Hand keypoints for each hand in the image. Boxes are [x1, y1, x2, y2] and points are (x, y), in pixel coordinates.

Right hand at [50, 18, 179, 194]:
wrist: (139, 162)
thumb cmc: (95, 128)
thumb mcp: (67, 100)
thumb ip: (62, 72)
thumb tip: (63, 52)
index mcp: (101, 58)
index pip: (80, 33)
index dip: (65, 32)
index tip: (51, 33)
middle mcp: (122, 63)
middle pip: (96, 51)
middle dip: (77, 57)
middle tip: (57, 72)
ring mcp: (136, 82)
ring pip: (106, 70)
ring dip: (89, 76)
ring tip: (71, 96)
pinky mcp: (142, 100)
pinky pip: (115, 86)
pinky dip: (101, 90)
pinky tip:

* [WHAT THIS TASK INVOLVES]
Across the data above, how many lines contain the string "hand"? Reply with the number and nothing else.

* [REPLY]
2